Buice quoted Rep. Alexandria Ocasio-Cortez saying “Today is a big day for people who have left behind,” which he called “Marxist intersectionality code language.” Conversation within the SBC about women’s empowerment is also, he said, an example of such “code language.”
But there's far more at stake than a voting bloc. It's not just about statues being removed. It's about souls being damned. It's not just about a voting bloc shifting to the left. It's about civilization as we know it being destroyed. The liberals want our great nation. The devil wants our souls and civilization as we know it is under intense attack. We're in serious trouble in our churches and our denominations. And in this great nation that we call America. So the question remains, what will you do about it? Don't just sit there and surf social media about social justice. Stand up, speak up and do something.
Next up was Alan Keyes, most recently seen on RWW defending Alabama Senate candidate Roy Moore, whose defeat, he warned, would turn the U.S. into “the United States of Serfdom, worse than the Soviet Union.”
In his CPAC speech, Keyes denounced “identity politics” for encouraging people to view themselves as victims rather than in terms of the courage and strength that people like his parents had to overcome whatever brutality they faced. He warned that “Marxist ideology” would only lead to an effort at “mutual annihilation” between “a bunch of people on one side with broken hearts and a bunch of people on the other side with broken heads.”
His understanding of who he is, he said, is not an identity given to him by his oppressor or propagandizer, but “the Lord my God.”
And so I remain the master of Myself, by virtue of my knowledge of the true source of my identity, the master of my fate, beyond oppression, beyond victimization, and beyond the manipulation of those who wish that I should join in the combat unto death, so that they may live in a world without me in it.
Keyes then took a hard turn, saying that the same people who “propagandize the world with this superficial garbage” are the same people who think that the planet’s carrying capacity is less than a billion people.
How many people in the world today? How many people? 7 billion, I think close to about that… how do you get from 7 billion people down to less than a billion? Well, I suppose you're gonna have to kill people or let them die because procreation doesn't really permit you to take that big number seven and cut it back without a lot of work.
So you must either kill them or they must kill themselves. Or they must kill their offspring or the world must be filled with epidemics and cataclysms that kill them off. Isn’t it funny that we live in a world now where all the creative elitists who spread this bunk, teach us to assume that the world will be filled with epidemics, teach us to assume that the weapons of mass destruction will destroy us hither and thither and yon. Teach us to assume that there will be no life but for those who are the hangers on of their power. For only power matters.
Keyes said the word needs to get out to generations now being victimized by “self-serving intellectuals” who are the tools of would-be socialist totalitarian tyrants “who want to take over our nation and take over the world and repress the natural resources that God has give us to resist that form of victimization.” We must, he said choose “whom we will serve—God or the forces of our world that seek to destroy us.”

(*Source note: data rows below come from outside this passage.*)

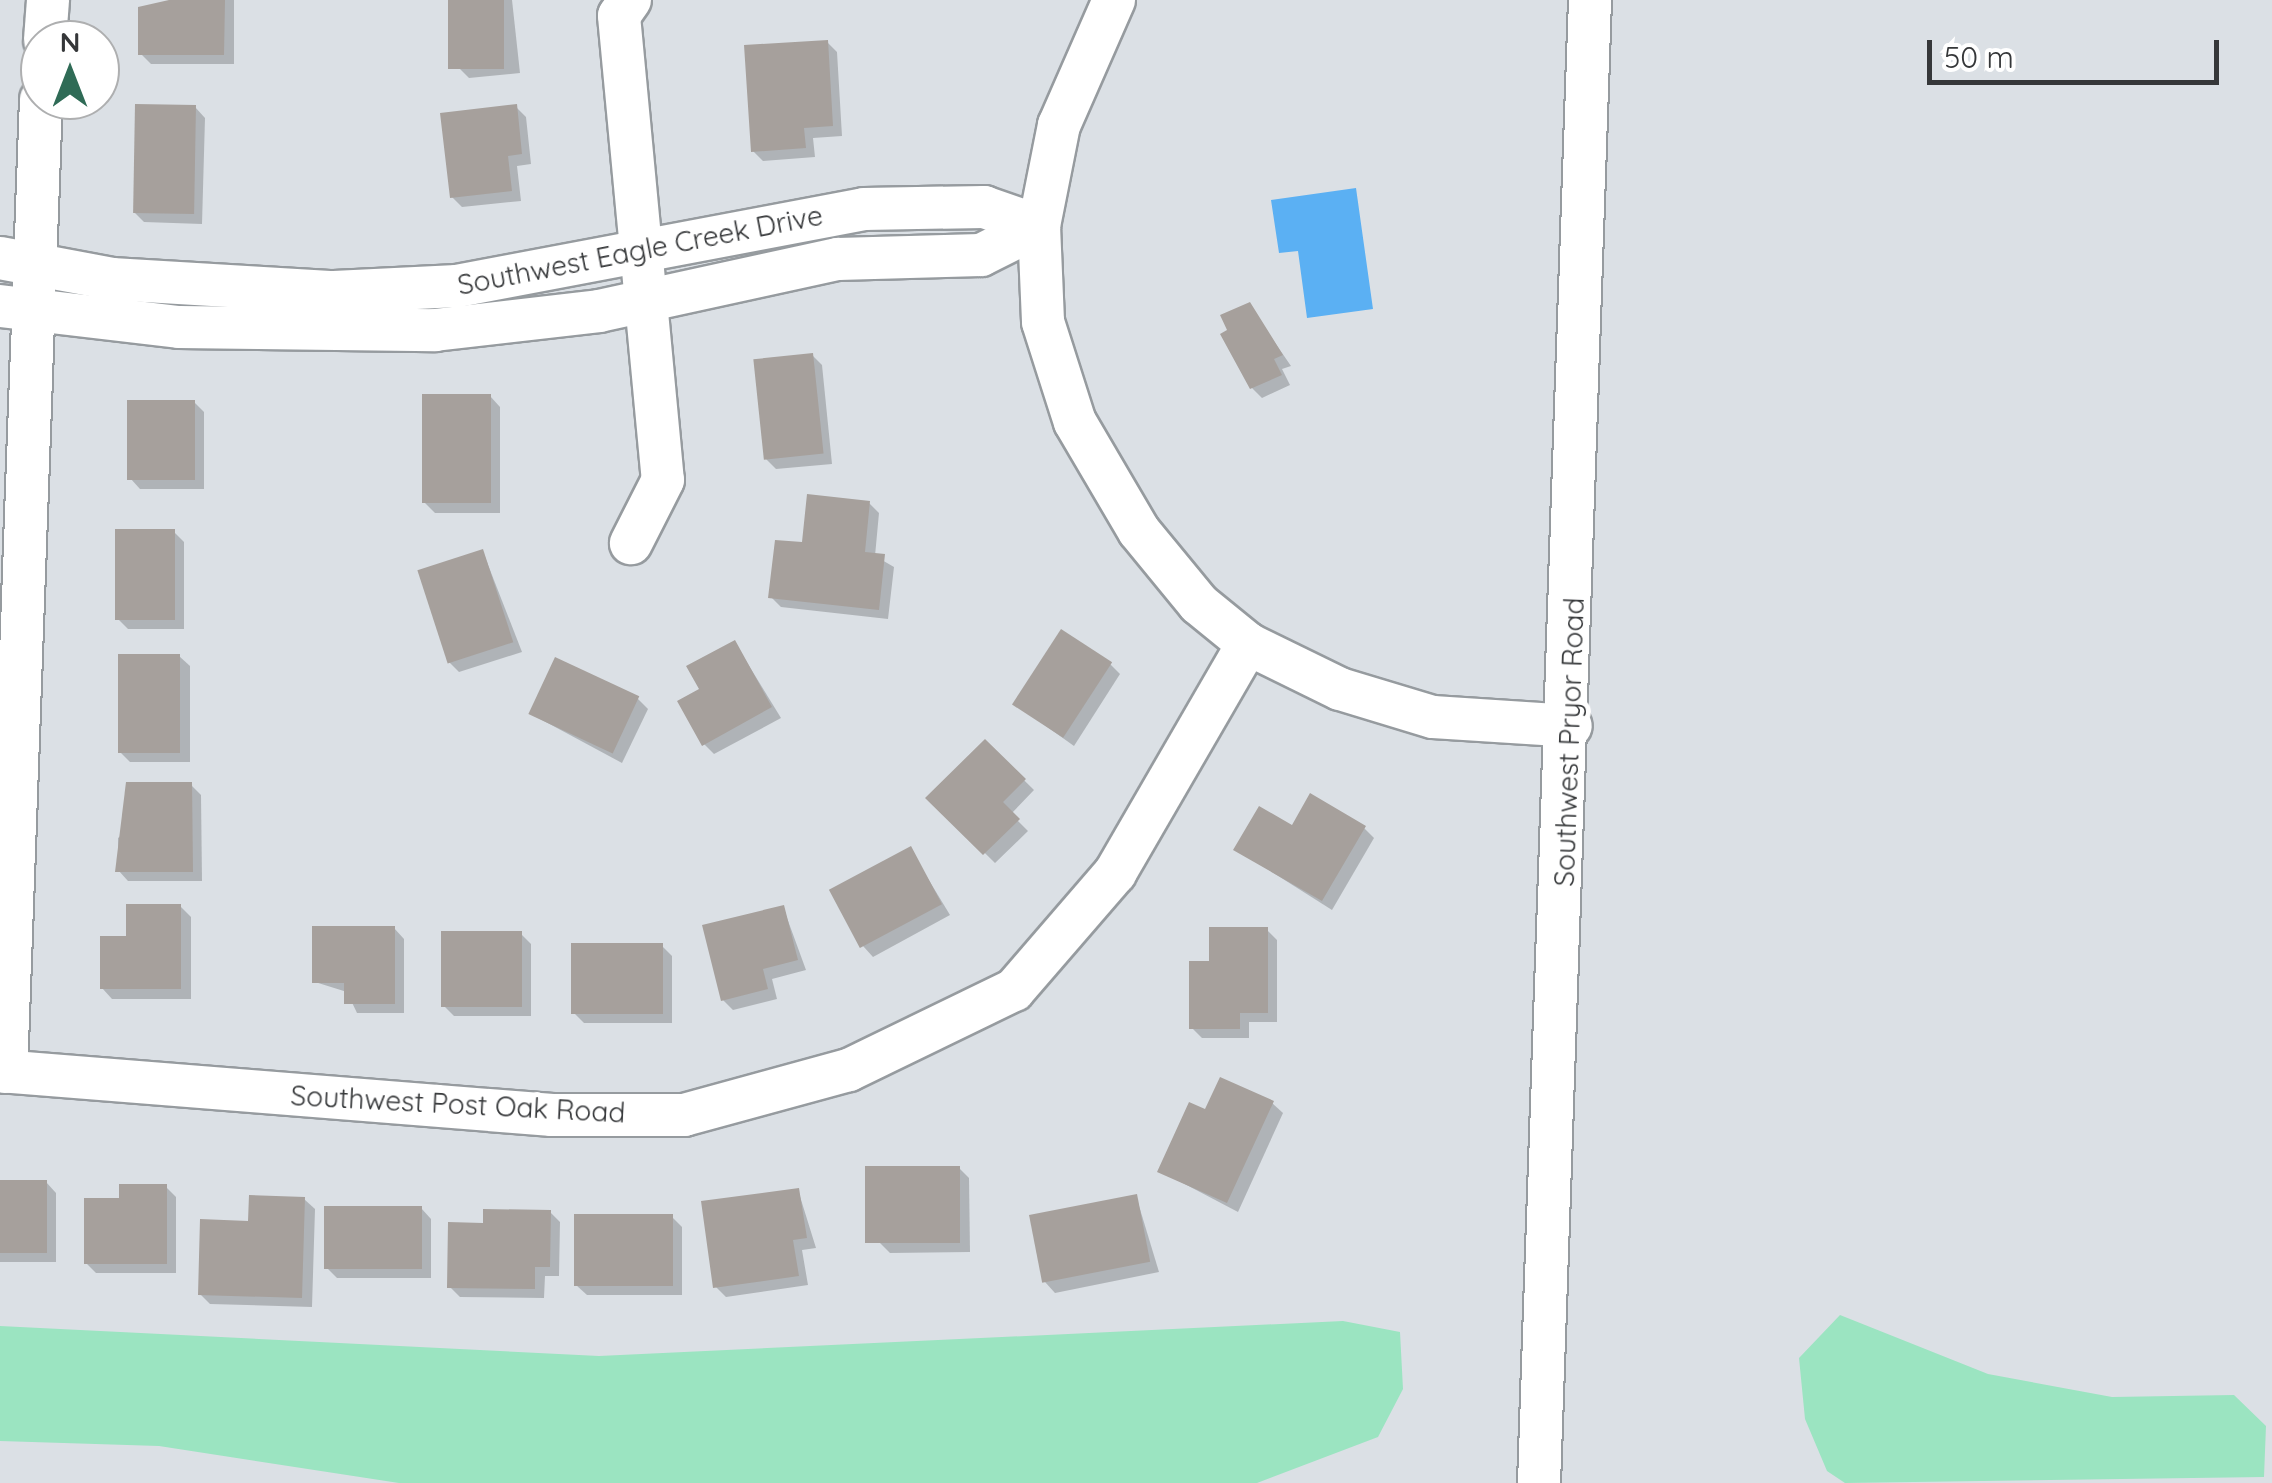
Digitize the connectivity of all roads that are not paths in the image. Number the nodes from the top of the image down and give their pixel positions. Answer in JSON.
{"nodes":[{"id":1,"x":630,"y":0,"type":"edge"},
{"id":2,"x":1114,"y":0,"type":"edge"},
{"id":3,"x":1590,"y":0,"type":"edge"},
{"id":4,"x":38,"y":120,"type":"edge"},
{"id":5,"x":1039,"y":226,"type":"junction"},
{"id":6,"x":644,"y":251,"type":"junction"},
{"id":7,"x":16,"y":261,"type":"edge"},
{"id":8,"x":650,"y":298,"type":"junction"},
{"id":9,"x":16,"y":309,"type":"edge"},
{"id":10,"x":631,"y":543,"type":"dead end"},
{"id":11,"x":1248,"y":644,"type":"junction"},
{"id":12,"x":1571,"y":726,"type":"junction"},
{"id":13,"x":3,"y":1072,"type":"edge"},
{"id":14,"x":1538,"y":1483,"type":"edge"}],
"edges":[{"from":1,"to":6,"type":"street"},
{"from":2,"to":5,"type":"street"},
{"from":3,"to":12,"type":"street","name":"Southwest Pryor Road"},
{"from":4,"to":7,"type":"street"},
{"from":5,"to":6,"type":"street","name":"Southwest Eagle Creek Drive"},
{"from":5,"to":8,"type":"street","name":"Southwest Eagle Creek Drive"},
{"from":5,"to":11,"type":"street"},
{"from":6,"to":7,"type":"street","name":"Southwest Eagle Creek Drive"},
{"from":6,"to":8,"type":"street"},
{"from":7,"to":9,"type":"street"},
{"from":8,"to":9,"type":"street","name":"Southwest Eagle Creek Drive"},
{"from":8,"to":10,"type":"street"},
{"from":9,"to":13,"type":"street"},
{"from":11,"to":12,"type":"street"},
{"from":11,"to":13,"type":"street","name":"Southwest Post Oak Road"},
{"from":12,"to":14,"type":"street","name":"Southwest Pryor Road"}]}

Keyes said that he learned to love America because of the Declaration of Independence, because it is premised on the fact that we were all created “in the image and likeness of God.”
“There is no way they can overpower us, when the source of who we are has nothing to do with their power, and everything to do with the power they can never touch, whose results they can never change,” he said, and that’s why the U.S. became the greatest nation in the history of the earth.
If you’re a fan of Keyes’ brand of politics and oratory, you may want to mark your calendars for a “special teaching series” with Keyes that Sovereign Nations is holding at the Trump International Hotel in May, when Keyes will deliver a “historic line-by-line exposition of the Declaration of Independence.”
We reported in September that O’Fallon was among a group of men who put together “The Statement on Social Justice & The Gospel.” Ascol and Buice were among the initial signers. Other signers included E.W. Jackson, WND’s Joseph Farah, anti-LGBT activist Matt Barber, anti-environmentalist Calvin Beisner of the Cornwall Alliance. As we noted then:
O’Fallon, one of the statement’s creators and initial signers, wrote his own blog post on the statement. He complained that, while the evangelical church “has been a massive conservative force over the past 50 years,” evangelical denominations, churches, and seminaries have more recently been “focusing on teaching their future pastors postmodern concepts such as critical race theory and intersectionality.” Churches, O’Fallon wrote, “are pushing progressive agendas along with the teaching of unconscious bias training and the deceptive idea of ‘white privilege.’”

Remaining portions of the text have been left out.